The weather was splendid, the journey a delight. The sun was setting on the horizon, blazing red in the waters that caught fire as it descended towards them. The sea was flat as a mirror, but wrinkled from time to time by leaping fish, chased by some unseen enemy, that jumped out of the water to look for safety in another element. Finally, on the horizon could be seen the fishing boats on their way to Les Martigues or the merchant ships bound for Corsica or Spain, passing by as white and elegant as travelling gulls.
Despite the clear sky and the finely shaped ships, despite the golden light flooding the scene, the count, wrapped in his cloak, recalled one by one all the details of the dreadful journey: the lone light burning in Les Catalans, the sight of the Château d’If that told him where he was being taken, the struggle with the gendarmes when he tried to jump into the water, his despair when he felt himself overcome, and the cold touch of the muzzle of the carbine pressed to his temple like a ring of ice.

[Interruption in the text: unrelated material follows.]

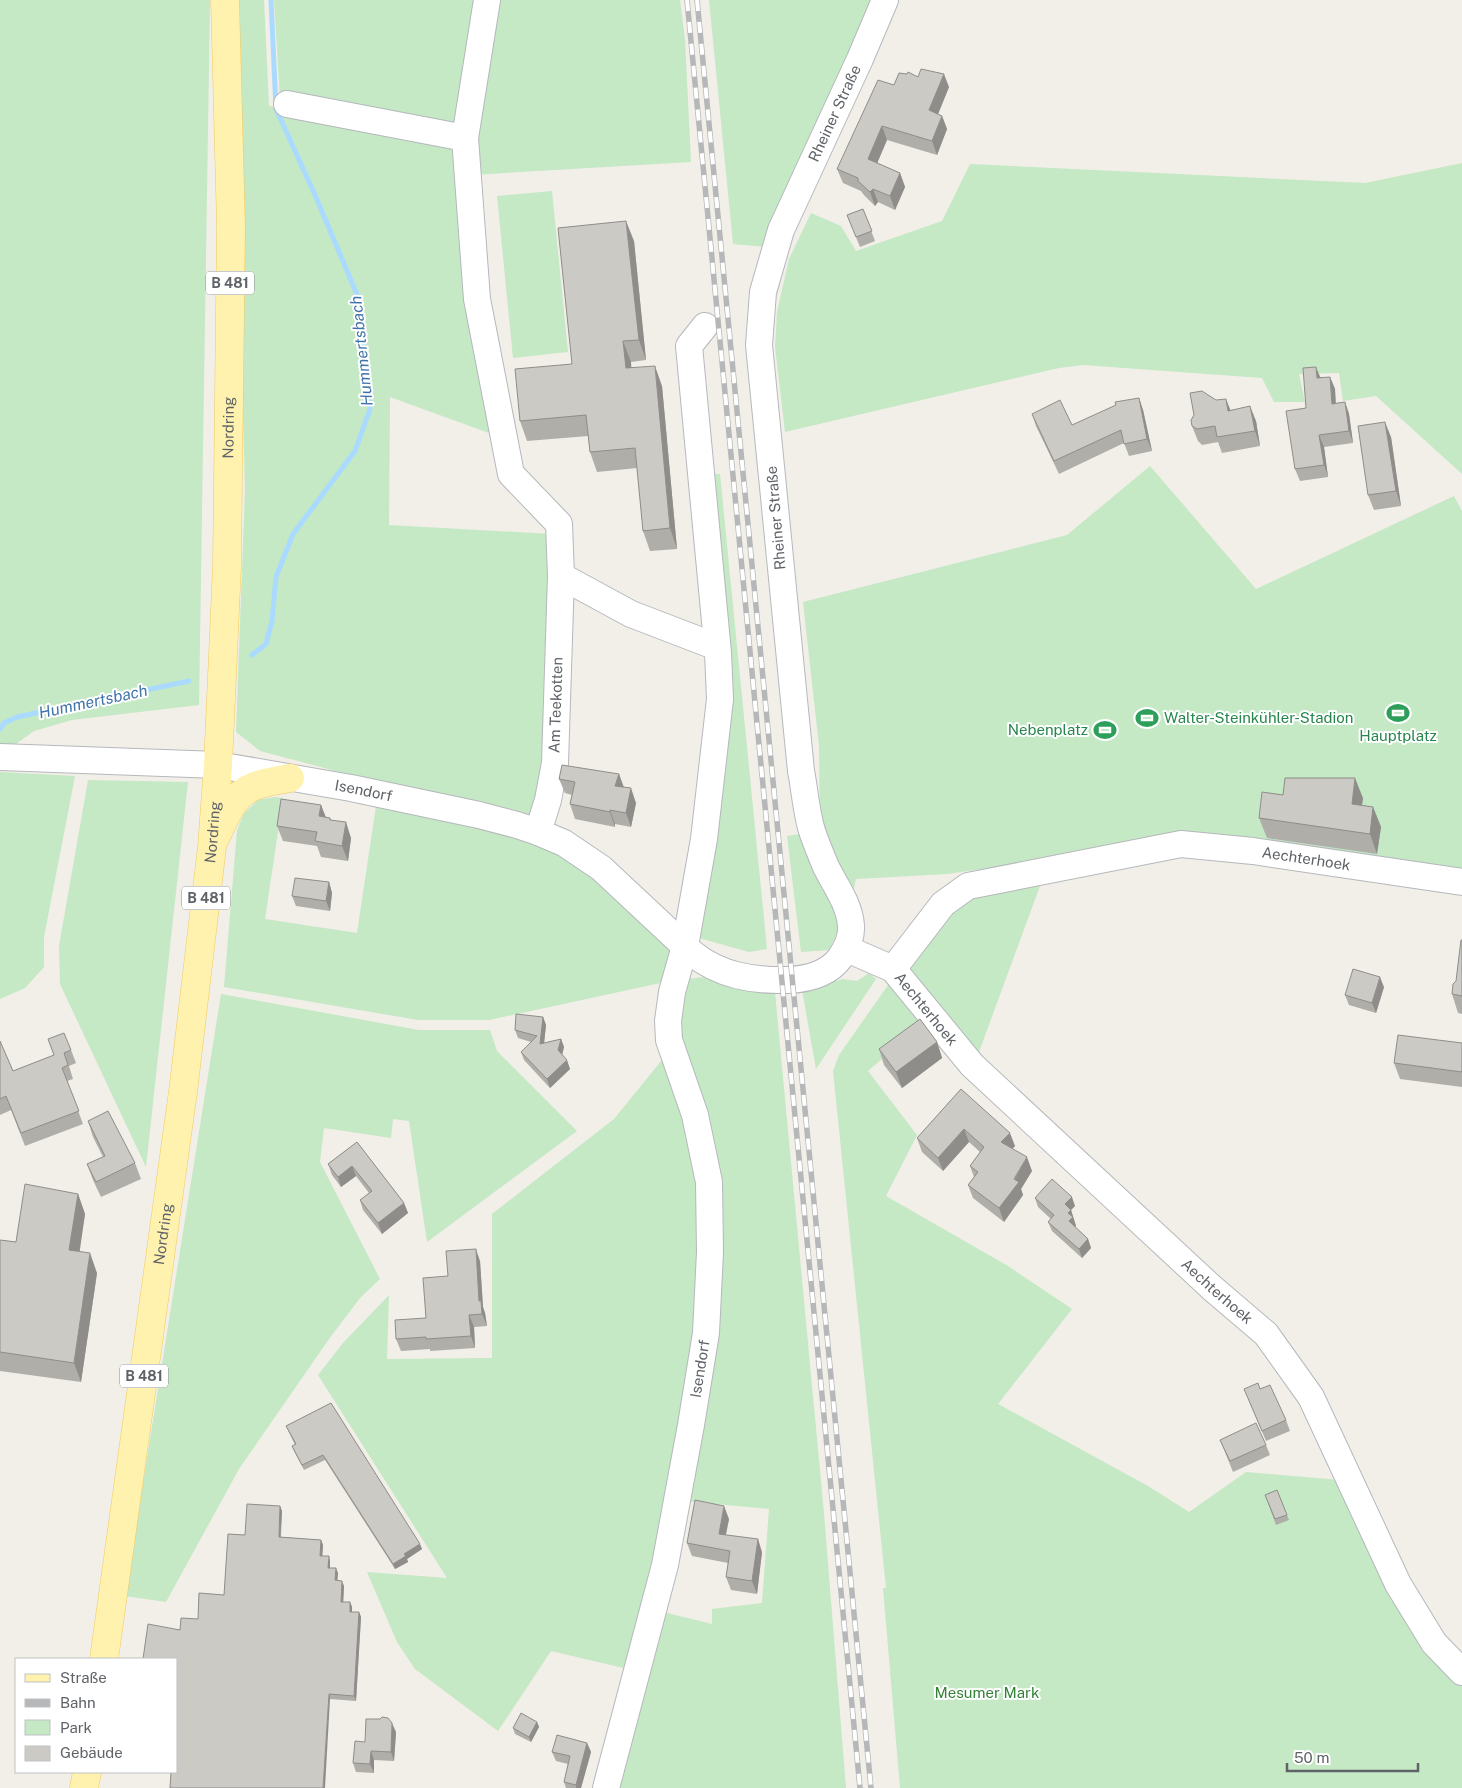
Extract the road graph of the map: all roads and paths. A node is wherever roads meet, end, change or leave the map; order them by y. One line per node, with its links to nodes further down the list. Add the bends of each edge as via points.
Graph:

Little by little, just as the springs that dry up in the summer heat are moistened bit by bit when the autumn clouds gather and begin to well up, drop by drop, so the Count of Monte Cristo also felt rising in his breast the old overflowing gall that had once filled the heart of Edmond Dantès.
From now on there was no more clear sky, or graceful boats, or radiant light for him. The sky was clouded over with a funereal veil and the appearance of the black giant known as the Château d’If made him shudder, as though he had suddenly seen the ghost of a mortal enemy.